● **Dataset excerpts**
--- START ---

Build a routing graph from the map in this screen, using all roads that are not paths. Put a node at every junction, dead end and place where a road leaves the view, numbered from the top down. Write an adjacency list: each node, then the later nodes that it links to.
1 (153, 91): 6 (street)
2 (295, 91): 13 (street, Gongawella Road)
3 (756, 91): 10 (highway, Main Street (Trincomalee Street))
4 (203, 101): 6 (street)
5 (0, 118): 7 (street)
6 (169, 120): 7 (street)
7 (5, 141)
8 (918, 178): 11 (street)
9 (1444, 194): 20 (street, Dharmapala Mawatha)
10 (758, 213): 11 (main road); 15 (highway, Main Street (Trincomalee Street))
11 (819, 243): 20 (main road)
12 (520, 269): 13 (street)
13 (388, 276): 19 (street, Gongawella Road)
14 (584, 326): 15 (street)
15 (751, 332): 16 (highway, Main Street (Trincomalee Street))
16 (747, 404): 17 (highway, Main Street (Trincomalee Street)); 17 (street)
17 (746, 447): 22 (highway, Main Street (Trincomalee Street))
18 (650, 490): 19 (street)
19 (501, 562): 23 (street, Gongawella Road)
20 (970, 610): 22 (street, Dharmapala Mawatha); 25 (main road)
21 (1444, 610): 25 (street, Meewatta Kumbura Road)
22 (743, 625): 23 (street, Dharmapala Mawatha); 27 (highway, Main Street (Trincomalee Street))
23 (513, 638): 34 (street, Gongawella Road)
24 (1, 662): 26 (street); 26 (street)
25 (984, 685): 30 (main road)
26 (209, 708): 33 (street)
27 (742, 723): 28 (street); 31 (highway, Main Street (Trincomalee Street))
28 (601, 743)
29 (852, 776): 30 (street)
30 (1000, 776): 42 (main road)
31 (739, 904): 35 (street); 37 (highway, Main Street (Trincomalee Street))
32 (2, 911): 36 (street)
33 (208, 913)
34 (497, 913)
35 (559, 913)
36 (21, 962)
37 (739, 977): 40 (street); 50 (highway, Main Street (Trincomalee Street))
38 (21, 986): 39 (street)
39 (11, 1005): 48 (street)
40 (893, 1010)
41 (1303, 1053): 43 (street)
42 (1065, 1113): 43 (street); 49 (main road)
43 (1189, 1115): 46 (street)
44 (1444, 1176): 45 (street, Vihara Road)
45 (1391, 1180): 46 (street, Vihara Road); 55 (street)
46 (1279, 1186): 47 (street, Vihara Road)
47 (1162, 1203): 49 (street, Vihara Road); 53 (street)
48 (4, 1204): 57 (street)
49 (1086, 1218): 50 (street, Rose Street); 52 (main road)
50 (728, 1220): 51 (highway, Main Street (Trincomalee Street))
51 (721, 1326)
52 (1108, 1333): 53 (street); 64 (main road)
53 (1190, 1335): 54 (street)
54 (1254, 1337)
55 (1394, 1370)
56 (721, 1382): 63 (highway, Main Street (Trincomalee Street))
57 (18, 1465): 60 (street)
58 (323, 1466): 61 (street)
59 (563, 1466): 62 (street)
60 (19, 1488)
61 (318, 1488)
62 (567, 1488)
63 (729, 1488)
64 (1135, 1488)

--- END ---

● **AIM OF THE EXERCISE**
Where does the string "Vihara" appear in the records above? Show every line that holds it.

● **FINISHED TASK**
44 (1444, 1176): 45 (street, Vihara Road)
45 (1391, 1180): 46 (street, Vihara Road); 55 (street)
46 (1279, 1186): 47 (street, Vihara Road)
47 (1162, 1203): 49 (street, Vihara Road); 53 (street)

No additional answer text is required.